Isoniazid may increase serum levels of phenytoin and theophylline; and may decrease carbamazepine metabolism. Stavudine may increase risk of distal sensory neuropathy w/ isoniazid. Antacids may reduce isoniazid absorption. May increase plasma levels of isoniazid w/ para-aminosalicylic acid. Increased risk of CNS toxicity when isoniazid is used concomitantly w/ cycloserine.
Pyrazinamide antagonizes the effects of probenecid and sulfinpyrazone.
Potentially Fatal: Concominant use w/ saquinavir/ritonavir may increase risk of severe hepatotoxicity. May reduce antiviral efficacy of atazanavir, darunavir, fosamprenavir, saquinavir, or tipranavir
Adverse Effects
Side effects of Isoniazid + Pyrazinamide + Rifampicin :
Unwanted effects which may occur during continuous daily or intermittent therapy: Rifampicin: Rifampicin may cause reddish discolouration of body fluids and occasionally other body secretions eg, urine, sputum, lacrimal fluid, faeces, saliva and sweat. It may permanently discolour soft contact lenses.
Hepatic Effects: Very common (>10%) is an asymptomatic increase in liver enzymes; severe life-threatening hepatic reactions eg, hepatic failure and acute fulminant hepatitis are uncommon (>0.1% and <1%). In isolated cases (<0.01%), a fatal outcome was observed.
Renal Effects: Elevations of BUN and serum uric acid, haemolysis, haematuria, interstitial nephritis, renal insufficiency.
Gastrointestinal Effects: Nausea, abdominal pains, vomiting or diarrhoea, pseudomembranous colitis.
Central and Peripheral Nervous System Effects: Tiredness, drowsiness, headache, dizziness, ataxia, mental confusion, muscular weakness, visual disturbances.
Haematological Changes: Leucopenia, eosinophilia, thrombocytopenia and thrombocytopenic purpura.
Effects on Skin and Appendages: Flushing, itching with or without skin rash, urticaria, reddening of the eyes, exudative conjunctivitis or generalised hypersensitivity reactions involving the skin eg, exfoliative dermatitis, Lyell's syndrome and pemphigoid reactions.
Endocrine Effects: Disturbances in the menstrual cycle, induction of crisis in Addison patients.

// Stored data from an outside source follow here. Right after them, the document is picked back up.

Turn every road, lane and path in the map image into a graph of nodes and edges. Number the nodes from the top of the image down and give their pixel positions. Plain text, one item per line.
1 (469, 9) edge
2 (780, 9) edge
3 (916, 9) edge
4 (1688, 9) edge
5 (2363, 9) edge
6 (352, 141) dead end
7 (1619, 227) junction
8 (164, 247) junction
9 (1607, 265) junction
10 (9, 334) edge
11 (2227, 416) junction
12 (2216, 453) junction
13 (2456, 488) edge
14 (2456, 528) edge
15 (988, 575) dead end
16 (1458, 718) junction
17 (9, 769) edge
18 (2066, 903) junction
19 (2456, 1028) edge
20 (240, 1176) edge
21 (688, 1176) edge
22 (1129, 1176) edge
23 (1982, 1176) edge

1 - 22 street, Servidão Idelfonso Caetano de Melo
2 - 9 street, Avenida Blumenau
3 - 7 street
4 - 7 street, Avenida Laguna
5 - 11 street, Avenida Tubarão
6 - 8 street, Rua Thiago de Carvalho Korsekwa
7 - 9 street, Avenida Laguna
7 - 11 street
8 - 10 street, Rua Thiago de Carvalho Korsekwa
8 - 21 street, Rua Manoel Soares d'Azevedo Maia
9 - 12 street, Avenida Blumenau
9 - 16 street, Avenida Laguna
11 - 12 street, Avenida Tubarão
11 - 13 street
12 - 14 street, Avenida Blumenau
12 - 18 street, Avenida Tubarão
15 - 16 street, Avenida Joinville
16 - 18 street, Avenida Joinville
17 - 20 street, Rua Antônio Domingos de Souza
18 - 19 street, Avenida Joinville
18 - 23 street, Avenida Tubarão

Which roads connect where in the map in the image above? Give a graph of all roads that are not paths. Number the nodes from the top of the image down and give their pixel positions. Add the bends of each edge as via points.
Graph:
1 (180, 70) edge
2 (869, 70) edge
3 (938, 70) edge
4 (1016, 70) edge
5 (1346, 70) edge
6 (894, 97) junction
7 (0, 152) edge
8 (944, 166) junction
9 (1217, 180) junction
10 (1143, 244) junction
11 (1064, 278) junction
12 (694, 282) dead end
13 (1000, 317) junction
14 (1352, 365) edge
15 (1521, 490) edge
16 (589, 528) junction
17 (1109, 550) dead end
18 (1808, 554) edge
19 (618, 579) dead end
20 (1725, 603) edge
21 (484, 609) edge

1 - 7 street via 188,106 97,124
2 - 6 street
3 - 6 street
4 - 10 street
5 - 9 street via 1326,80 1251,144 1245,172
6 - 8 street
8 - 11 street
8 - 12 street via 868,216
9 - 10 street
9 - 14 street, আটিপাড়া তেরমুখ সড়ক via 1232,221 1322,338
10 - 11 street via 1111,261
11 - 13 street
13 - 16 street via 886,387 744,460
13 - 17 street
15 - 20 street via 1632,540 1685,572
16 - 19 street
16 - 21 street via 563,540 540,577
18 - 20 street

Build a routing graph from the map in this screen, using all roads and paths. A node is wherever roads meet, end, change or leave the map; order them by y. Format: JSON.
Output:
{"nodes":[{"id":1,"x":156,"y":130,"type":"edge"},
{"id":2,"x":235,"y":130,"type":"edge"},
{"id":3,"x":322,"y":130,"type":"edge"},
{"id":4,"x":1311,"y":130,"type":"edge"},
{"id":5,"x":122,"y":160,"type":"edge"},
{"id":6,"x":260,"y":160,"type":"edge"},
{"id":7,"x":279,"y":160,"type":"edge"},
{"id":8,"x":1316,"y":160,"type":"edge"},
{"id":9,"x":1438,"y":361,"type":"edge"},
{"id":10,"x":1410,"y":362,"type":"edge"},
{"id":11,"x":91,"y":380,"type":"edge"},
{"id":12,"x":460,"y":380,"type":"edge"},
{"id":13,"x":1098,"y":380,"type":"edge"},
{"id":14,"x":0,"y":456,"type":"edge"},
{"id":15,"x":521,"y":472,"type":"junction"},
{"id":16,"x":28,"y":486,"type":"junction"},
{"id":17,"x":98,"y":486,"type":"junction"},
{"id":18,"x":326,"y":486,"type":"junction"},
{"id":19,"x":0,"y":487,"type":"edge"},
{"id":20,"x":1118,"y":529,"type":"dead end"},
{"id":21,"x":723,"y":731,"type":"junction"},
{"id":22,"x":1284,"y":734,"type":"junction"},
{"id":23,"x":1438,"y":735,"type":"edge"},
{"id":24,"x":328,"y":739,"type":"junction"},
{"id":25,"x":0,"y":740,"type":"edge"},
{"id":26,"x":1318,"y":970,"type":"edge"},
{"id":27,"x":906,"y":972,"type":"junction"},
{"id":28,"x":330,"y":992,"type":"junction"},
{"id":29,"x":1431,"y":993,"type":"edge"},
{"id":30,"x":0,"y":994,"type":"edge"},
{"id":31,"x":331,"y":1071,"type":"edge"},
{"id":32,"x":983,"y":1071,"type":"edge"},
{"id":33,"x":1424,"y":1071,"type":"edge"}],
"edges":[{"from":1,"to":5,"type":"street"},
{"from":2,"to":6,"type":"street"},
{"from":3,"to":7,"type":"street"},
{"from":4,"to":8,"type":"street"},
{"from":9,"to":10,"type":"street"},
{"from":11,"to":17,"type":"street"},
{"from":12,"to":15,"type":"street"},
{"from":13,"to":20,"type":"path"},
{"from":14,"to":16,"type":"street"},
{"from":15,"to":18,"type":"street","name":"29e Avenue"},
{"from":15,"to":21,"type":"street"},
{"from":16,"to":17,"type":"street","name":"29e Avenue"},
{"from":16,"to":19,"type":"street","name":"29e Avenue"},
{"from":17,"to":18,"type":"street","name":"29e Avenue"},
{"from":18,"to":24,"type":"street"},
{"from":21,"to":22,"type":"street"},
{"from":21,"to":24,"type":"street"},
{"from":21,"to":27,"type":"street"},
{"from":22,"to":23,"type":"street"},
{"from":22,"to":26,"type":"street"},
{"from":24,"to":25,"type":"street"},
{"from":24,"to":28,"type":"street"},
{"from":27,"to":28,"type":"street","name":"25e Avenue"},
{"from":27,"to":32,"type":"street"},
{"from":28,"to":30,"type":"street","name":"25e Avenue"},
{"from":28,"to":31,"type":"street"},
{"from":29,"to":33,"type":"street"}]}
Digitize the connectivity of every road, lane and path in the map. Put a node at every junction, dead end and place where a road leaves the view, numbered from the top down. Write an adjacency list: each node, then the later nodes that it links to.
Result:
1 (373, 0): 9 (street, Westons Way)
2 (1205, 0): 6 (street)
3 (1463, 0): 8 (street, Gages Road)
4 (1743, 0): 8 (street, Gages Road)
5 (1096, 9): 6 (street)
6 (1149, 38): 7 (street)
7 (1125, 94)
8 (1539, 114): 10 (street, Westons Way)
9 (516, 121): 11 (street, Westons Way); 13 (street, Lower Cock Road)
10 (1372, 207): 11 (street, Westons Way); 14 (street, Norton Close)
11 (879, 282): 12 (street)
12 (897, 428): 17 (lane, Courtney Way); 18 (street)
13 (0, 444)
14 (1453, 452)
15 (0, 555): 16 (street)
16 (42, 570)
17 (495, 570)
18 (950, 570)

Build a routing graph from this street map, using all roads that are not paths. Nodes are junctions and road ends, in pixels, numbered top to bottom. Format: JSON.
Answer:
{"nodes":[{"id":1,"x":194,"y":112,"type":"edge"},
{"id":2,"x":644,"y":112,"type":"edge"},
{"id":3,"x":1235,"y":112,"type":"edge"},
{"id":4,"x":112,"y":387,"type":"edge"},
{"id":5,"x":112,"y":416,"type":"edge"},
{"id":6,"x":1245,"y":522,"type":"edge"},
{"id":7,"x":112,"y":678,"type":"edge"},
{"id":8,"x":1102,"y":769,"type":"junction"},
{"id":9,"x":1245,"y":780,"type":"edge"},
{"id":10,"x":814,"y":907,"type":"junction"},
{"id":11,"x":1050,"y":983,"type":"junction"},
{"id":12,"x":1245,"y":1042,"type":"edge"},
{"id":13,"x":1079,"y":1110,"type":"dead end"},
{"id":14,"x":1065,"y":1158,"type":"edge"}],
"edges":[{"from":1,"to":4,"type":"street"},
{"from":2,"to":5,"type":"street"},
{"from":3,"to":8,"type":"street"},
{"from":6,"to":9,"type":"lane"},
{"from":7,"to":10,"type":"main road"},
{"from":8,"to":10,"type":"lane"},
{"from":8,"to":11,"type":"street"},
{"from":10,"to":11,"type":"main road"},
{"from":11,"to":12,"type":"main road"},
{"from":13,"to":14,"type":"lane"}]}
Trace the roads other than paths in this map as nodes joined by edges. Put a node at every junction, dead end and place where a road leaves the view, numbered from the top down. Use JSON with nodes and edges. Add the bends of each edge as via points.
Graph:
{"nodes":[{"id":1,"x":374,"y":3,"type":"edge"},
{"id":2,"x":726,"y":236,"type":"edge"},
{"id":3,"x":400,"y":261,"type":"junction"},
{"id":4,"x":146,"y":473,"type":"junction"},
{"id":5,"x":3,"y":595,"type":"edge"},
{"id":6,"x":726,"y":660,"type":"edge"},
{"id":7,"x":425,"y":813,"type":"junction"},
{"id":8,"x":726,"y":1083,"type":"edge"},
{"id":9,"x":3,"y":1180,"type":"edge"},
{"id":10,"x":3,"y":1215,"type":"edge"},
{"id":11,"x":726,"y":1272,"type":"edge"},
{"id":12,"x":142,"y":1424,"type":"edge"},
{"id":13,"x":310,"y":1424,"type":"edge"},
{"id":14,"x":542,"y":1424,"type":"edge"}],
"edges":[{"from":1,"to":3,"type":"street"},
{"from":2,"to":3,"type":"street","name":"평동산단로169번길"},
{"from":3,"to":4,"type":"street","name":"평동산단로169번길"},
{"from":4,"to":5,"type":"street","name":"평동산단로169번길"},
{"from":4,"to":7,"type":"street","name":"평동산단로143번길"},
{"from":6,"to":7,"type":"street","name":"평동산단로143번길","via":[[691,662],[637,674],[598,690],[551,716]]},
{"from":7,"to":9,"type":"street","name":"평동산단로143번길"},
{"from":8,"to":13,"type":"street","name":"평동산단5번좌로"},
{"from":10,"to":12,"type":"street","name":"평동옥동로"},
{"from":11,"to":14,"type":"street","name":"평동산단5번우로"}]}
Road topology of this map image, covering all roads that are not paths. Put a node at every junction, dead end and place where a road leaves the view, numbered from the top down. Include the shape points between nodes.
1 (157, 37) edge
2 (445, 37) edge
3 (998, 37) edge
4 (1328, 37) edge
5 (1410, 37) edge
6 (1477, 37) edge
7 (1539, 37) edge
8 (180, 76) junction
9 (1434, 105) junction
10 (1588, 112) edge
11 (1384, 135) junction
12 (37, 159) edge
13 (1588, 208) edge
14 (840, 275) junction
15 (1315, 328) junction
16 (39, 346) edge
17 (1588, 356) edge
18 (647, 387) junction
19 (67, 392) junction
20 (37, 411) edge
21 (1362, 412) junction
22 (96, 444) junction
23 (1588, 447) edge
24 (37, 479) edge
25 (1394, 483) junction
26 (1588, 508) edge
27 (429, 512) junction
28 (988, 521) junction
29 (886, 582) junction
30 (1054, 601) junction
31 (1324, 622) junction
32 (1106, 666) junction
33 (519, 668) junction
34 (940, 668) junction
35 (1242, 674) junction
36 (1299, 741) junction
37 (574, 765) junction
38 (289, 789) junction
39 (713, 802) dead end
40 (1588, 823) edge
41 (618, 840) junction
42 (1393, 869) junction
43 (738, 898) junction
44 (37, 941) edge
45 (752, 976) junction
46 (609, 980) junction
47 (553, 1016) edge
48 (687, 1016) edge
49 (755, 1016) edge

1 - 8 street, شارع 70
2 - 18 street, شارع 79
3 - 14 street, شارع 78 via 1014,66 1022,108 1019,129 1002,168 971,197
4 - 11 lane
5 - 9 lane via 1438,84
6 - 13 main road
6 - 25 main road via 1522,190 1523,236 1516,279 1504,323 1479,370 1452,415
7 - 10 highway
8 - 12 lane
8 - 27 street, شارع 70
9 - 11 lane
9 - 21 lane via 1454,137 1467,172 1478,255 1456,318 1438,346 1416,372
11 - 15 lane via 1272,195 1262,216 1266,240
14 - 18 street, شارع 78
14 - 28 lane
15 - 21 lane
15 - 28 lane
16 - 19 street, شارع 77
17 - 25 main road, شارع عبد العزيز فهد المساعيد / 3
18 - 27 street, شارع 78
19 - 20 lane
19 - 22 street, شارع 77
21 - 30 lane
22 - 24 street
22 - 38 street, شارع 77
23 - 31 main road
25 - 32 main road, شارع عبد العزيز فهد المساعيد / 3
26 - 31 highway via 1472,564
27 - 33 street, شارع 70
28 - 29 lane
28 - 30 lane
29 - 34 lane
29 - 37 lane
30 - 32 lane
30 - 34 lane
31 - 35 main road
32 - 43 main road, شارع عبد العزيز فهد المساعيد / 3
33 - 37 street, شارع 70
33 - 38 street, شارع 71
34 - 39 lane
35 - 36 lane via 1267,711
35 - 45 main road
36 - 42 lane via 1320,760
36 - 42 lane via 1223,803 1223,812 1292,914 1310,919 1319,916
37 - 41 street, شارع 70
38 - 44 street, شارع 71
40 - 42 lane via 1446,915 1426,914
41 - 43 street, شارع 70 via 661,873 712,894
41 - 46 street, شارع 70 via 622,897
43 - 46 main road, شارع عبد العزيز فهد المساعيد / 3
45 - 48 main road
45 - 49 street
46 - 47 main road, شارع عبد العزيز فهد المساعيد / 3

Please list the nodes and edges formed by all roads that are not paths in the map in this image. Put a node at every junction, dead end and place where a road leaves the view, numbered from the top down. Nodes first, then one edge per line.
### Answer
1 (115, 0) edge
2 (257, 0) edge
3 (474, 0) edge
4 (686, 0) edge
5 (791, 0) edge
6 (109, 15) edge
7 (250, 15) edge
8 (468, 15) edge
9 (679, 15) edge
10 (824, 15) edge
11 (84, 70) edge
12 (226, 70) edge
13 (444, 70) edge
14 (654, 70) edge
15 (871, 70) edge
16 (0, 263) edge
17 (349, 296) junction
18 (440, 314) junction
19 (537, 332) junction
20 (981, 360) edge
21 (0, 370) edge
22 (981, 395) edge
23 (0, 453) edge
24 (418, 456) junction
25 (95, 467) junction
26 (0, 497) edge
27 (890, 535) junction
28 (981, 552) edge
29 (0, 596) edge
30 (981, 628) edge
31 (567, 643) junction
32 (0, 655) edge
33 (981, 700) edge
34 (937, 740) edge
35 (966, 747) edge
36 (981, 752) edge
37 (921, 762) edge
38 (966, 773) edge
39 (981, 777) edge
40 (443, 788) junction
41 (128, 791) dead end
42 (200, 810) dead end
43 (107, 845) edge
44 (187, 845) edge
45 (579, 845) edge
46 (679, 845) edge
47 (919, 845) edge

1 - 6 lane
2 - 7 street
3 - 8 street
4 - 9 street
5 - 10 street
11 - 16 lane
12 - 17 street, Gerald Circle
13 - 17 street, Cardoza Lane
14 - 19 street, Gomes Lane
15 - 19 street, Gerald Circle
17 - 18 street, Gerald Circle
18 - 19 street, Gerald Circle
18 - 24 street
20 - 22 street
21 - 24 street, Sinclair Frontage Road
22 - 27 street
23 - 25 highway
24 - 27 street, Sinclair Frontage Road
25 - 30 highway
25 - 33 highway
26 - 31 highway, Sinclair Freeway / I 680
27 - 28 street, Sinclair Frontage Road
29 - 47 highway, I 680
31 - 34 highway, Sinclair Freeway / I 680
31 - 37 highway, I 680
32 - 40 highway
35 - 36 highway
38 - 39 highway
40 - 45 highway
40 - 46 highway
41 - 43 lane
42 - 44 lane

Unwanted effects chiefly occurring during intermittent therapy or upon resumption of treatment after temporary interruption:
Mechanism of Action
Rifampicin, isoniazid and pyrazinamide are all active bactericidal antituberculosis drugs. Rifampicin and isoniazid are particularly active against the rapidly growing extracellular organisms and have an intracellular bactericidal activity. Rifampicin also inhibits DNA-dependent RNA polymerase activity in susceptible cells and it has activity against slow and intermittently-growing M tuberculosis. Pyrazinamide, particularly in the acid pH environment of macrophages is active against intracellular organisms. Combination of these agents covers activity against the 3 different bacterial populations.